*Task goal*.
Please state the number of lines in the listing that contain the word "edge", and nothing else.

*Data*.
=== Begin Enclosure ===
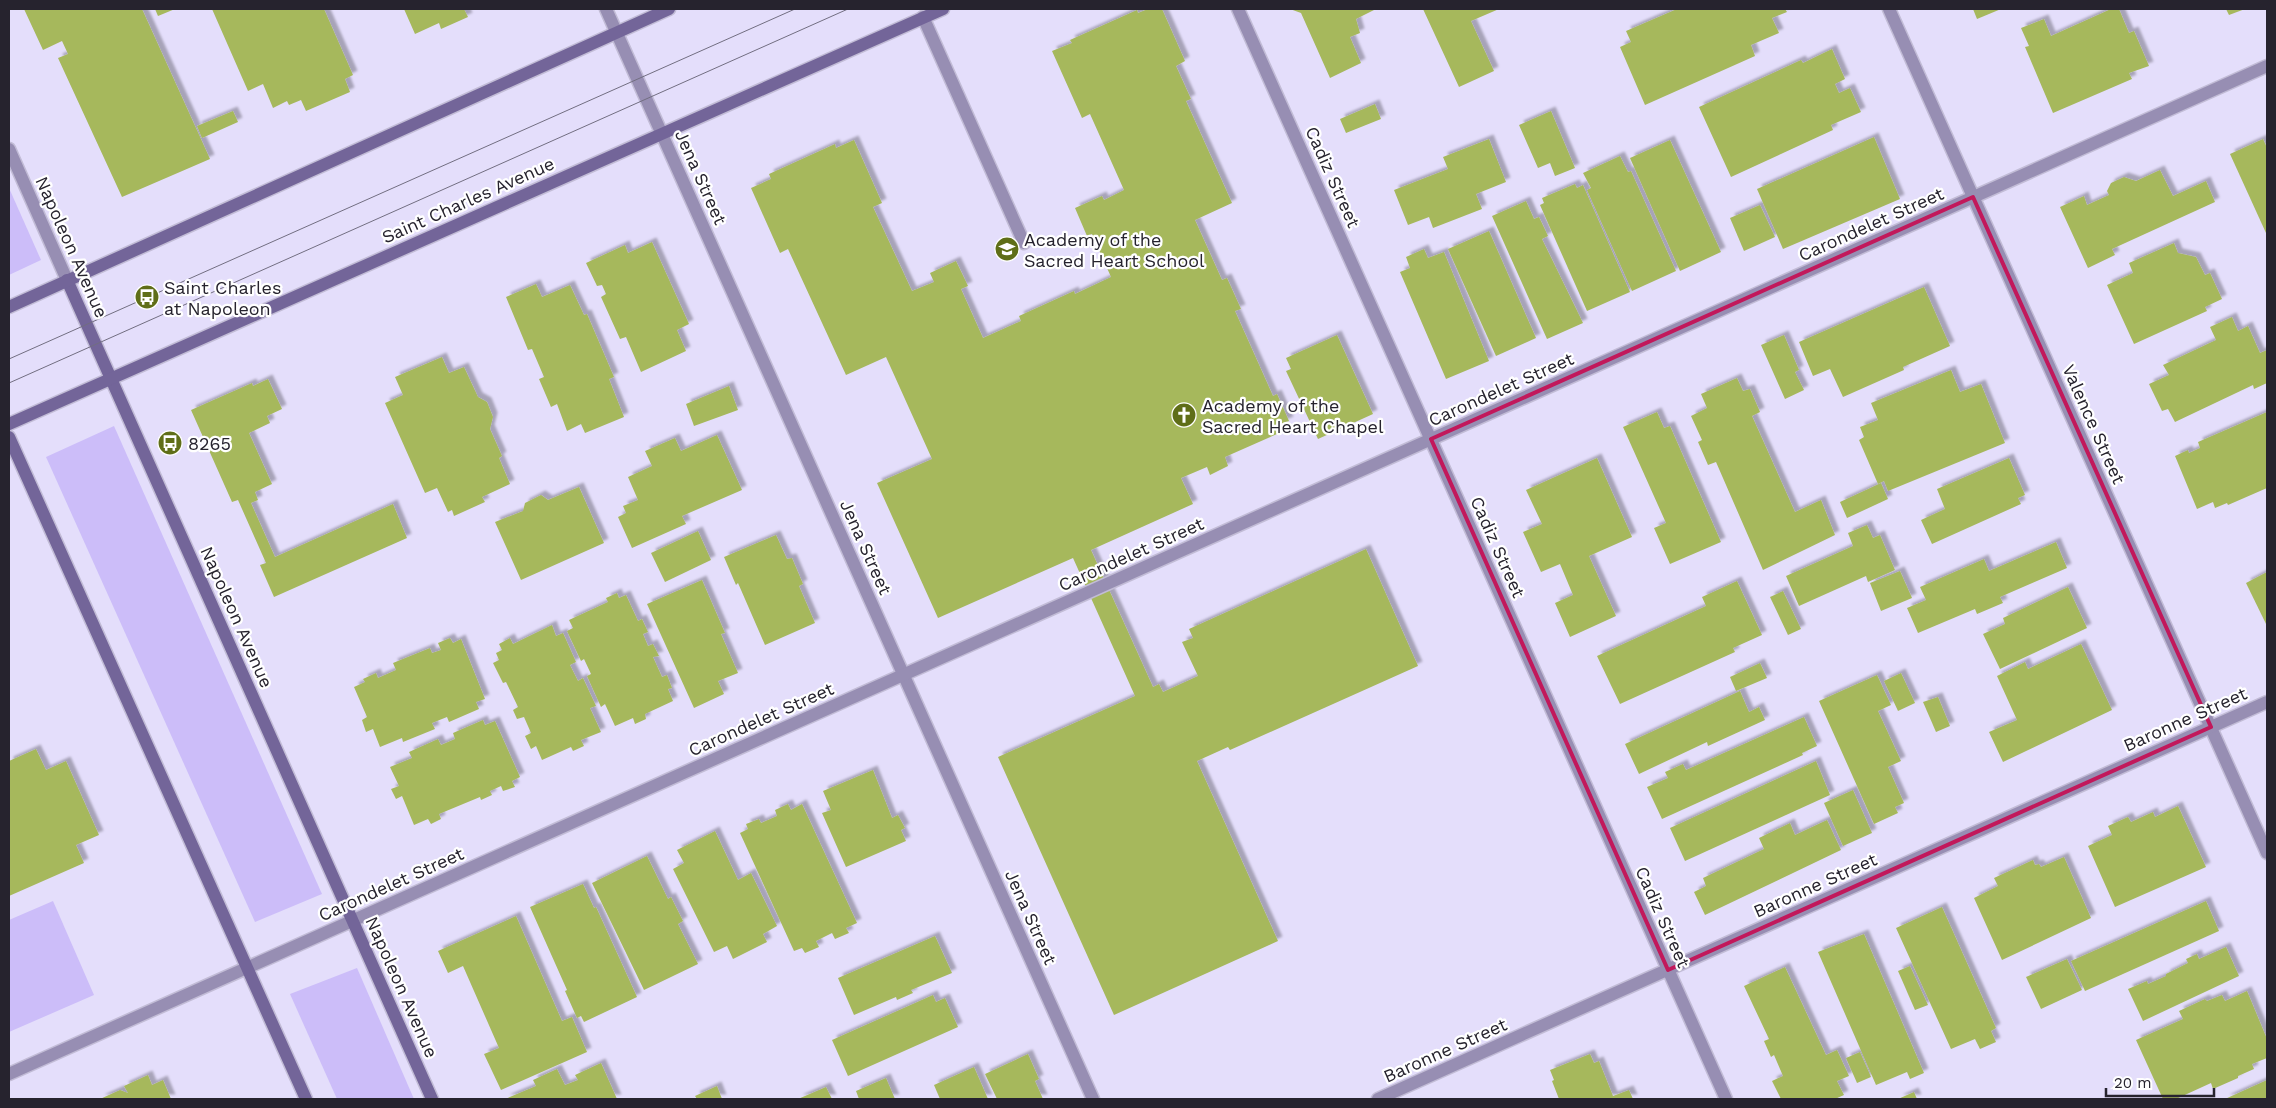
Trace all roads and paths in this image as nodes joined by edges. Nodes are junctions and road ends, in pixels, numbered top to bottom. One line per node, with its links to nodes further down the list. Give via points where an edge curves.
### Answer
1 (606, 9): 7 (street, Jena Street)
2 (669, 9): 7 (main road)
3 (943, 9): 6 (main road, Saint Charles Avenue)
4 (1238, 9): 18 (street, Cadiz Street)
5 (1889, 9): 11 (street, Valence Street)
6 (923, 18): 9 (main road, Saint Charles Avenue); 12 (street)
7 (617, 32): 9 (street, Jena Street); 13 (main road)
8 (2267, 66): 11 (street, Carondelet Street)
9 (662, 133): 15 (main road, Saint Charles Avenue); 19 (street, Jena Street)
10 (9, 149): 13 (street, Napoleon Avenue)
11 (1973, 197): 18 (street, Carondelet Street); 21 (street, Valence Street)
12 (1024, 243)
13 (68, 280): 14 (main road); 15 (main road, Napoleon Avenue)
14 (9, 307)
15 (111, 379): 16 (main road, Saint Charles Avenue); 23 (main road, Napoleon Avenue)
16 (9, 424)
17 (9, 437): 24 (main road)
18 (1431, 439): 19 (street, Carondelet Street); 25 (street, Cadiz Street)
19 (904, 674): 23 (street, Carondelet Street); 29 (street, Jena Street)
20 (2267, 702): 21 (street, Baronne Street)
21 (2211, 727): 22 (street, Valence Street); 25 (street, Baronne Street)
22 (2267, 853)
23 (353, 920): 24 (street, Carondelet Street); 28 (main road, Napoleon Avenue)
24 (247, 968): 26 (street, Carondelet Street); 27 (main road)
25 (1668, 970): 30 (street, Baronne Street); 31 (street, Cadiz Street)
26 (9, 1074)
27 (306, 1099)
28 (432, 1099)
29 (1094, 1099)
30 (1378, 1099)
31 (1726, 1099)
=== End Enclosure ===
=== Begin Enclosure ===
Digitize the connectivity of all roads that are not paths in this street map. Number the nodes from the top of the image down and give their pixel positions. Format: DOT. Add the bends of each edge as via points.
=== End Enclosure ===
*Task response*.
2